Problem description
Collect every line below that contains the word "index".
── Exercise materials
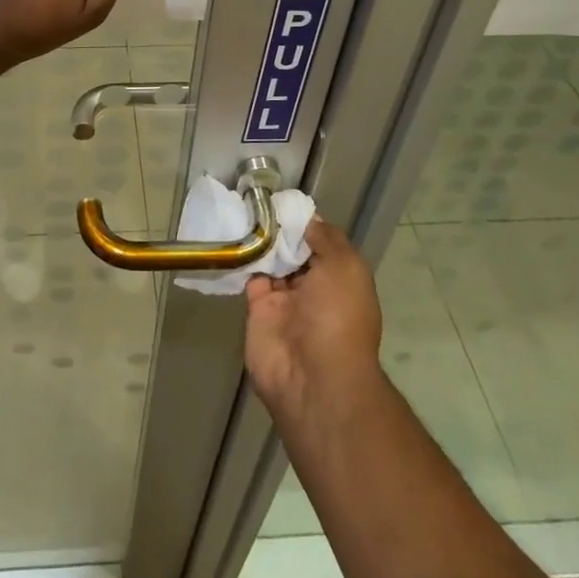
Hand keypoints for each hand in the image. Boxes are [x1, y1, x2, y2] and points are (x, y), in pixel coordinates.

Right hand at [244, 216, 383, 423]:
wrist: (313, 376)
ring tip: (241, 209)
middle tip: (256, 200)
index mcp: (341, 278)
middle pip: (294, 250)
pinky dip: (243, 258)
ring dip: (260, 240)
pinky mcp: (258, 310)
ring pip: (271, 261)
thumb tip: (308, 218)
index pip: (322, 242)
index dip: (305, 222)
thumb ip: (326, 238)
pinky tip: (232, 235)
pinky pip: (249, 277)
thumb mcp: (346, 268)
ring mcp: (285, 300)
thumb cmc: (338, 316)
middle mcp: (314, 288)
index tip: (284, 201)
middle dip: (280, 229)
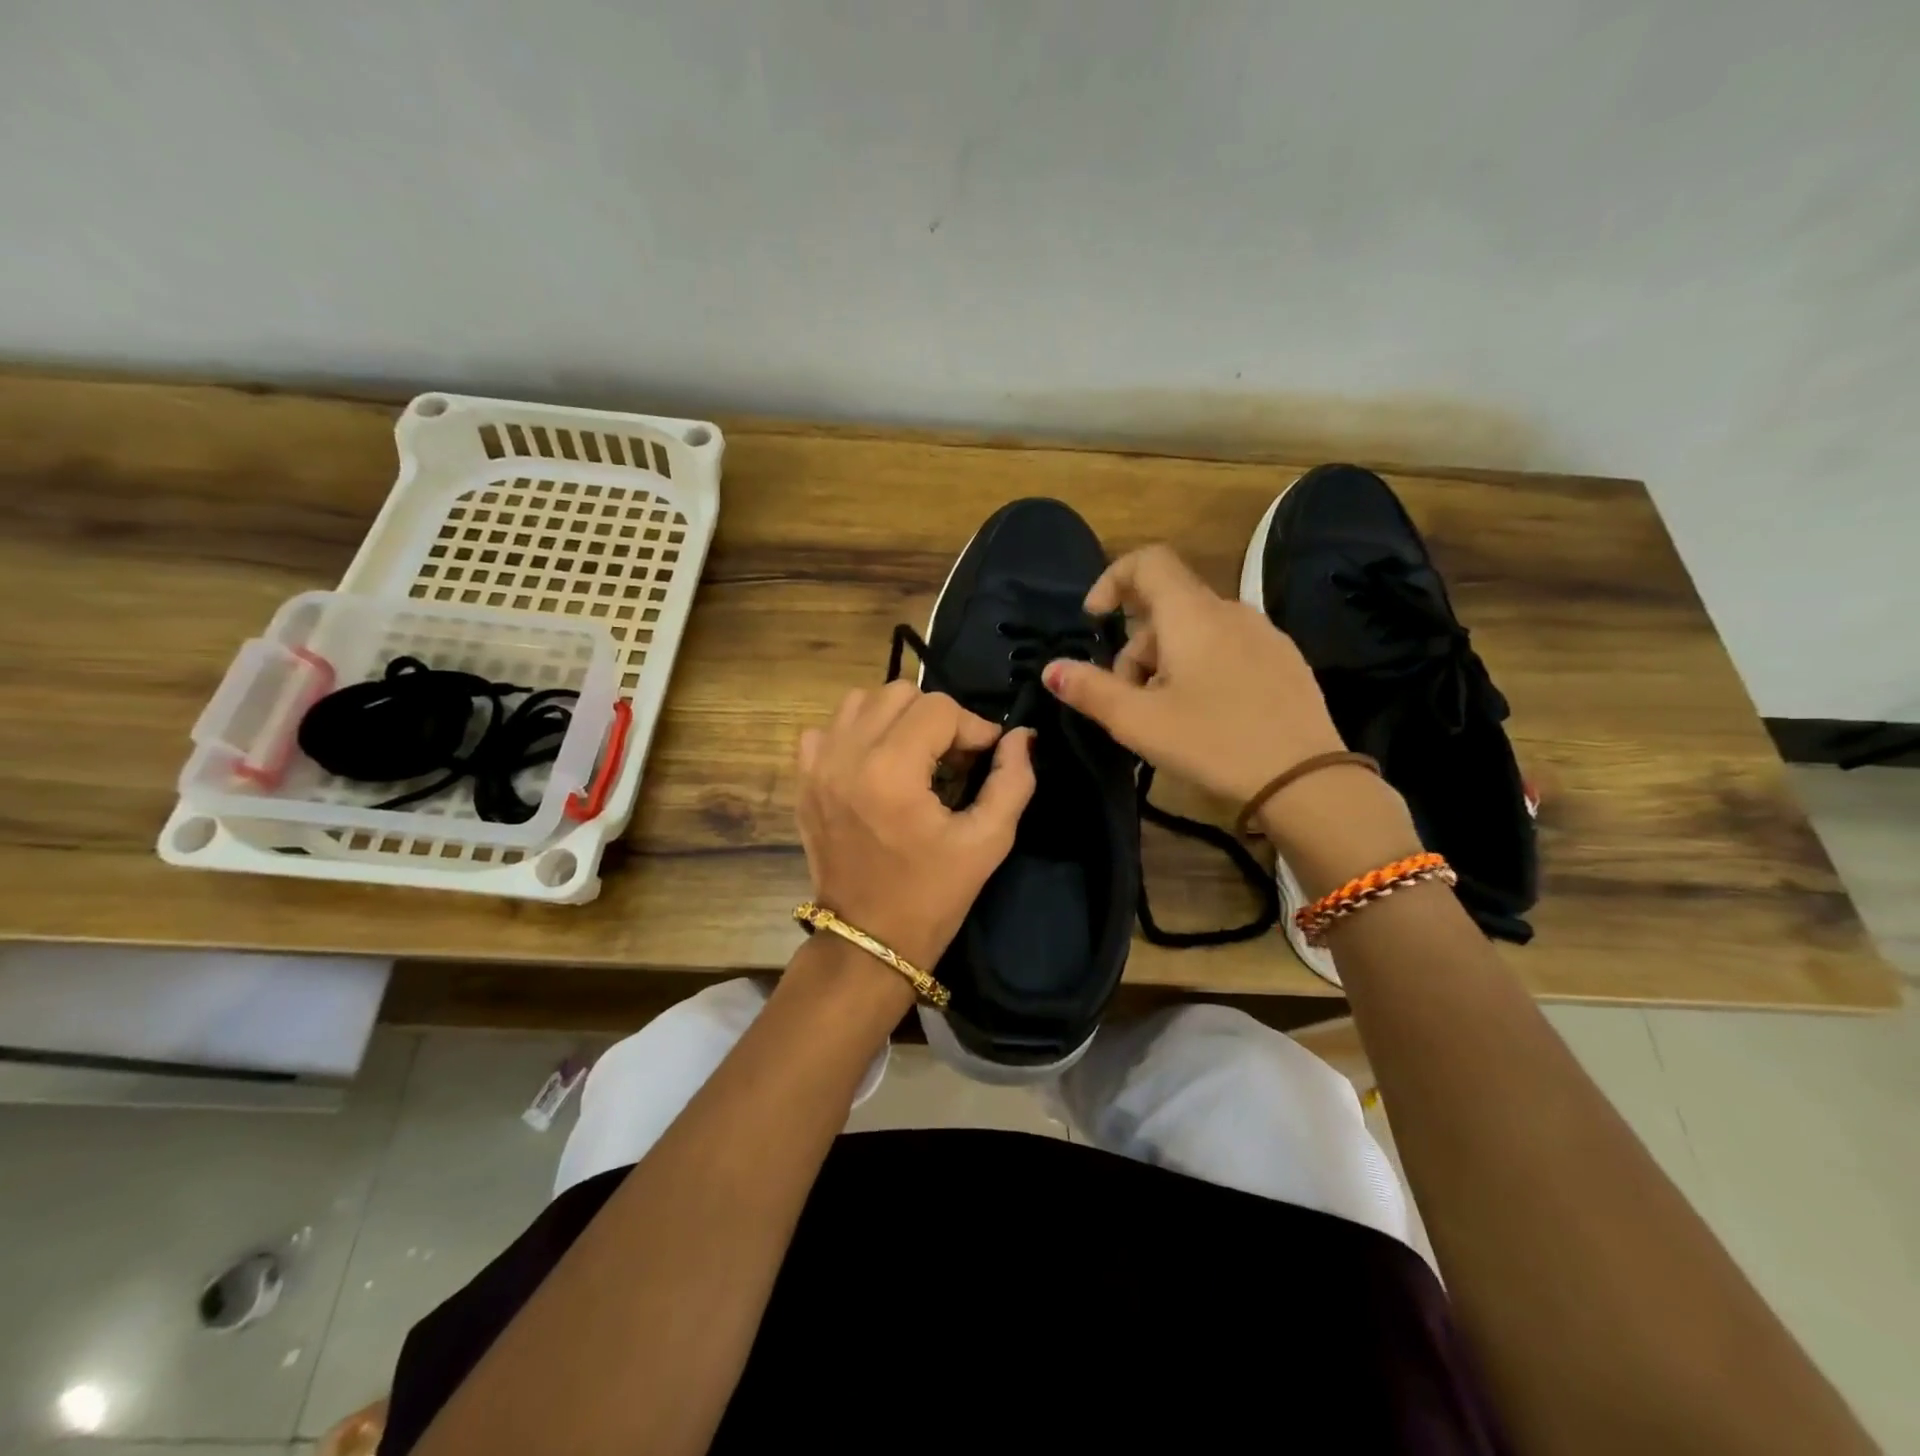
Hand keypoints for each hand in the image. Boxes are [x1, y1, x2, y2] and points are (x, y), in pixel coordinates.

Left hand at [796, 682, 1035, 971]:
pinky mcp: (804, 781)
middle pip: (899, 693)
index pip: (940, 708)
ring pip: (861, 702)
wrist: (868, 941)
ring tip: (915, 755)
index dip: (973, 726)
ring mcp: (817, 767)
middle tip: (953, 757)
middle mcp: (847, 756)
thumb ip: (1012, 780)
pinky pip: (827, 729)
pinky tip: (874, 764)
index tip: (987, 756)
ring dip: (896, 718)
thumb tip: (1021, 736)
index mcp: (891, 771)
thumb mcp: (988, 841)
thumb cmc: (932, 895)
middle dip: (936, 717)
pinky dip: (855, 733)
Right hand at [1041, 544, 1346, 805]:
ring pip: (1196, 631)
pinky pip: (1227, 648)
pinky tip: (1207, 716)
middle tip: (1129, 701)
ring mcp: (1263, 634)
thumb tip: (1052, 668)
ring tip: (1167, 716)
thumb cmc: (1213, 743)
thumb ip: (1090, 690)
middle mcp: (1229, 611)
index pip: (1147, 562)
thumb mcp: (1138, 721)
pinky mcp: (1284, 660)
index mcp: (1192, 614)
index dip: (1112, 580)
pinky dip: (1201, 668)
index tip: (1095, 621)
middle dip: (1135, 648)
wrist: (1307, 779)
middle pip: (1166, 608)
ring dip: (1166, 663)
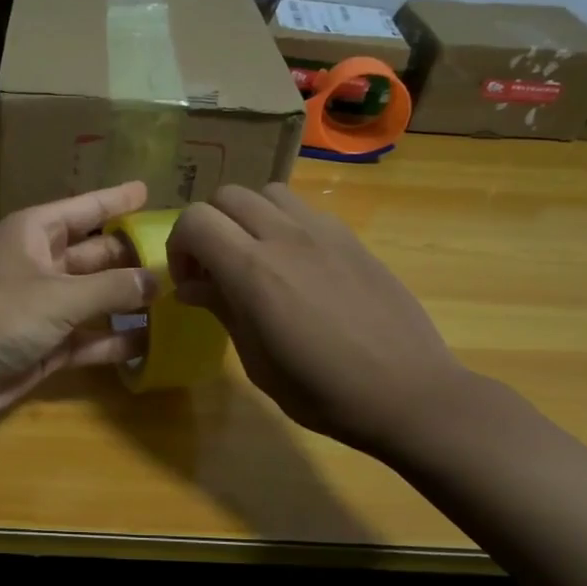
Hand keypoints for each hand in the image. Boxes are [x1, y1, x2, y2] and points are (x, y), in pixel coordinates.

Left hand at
────
Response to this exercise
index mcp: (341, 278)
index pip: (322, 242)
index dip: (305, 222)
index tip: (284, 201)
index pip: (940, 708)
index dip: (973, 726)
index tip: (987, 756)
index mcp: (891, 771)
index pip: (1147, 562)
index mcp: (1192, 614)
index dip: (1112, 580)
index tip: (1095, 621)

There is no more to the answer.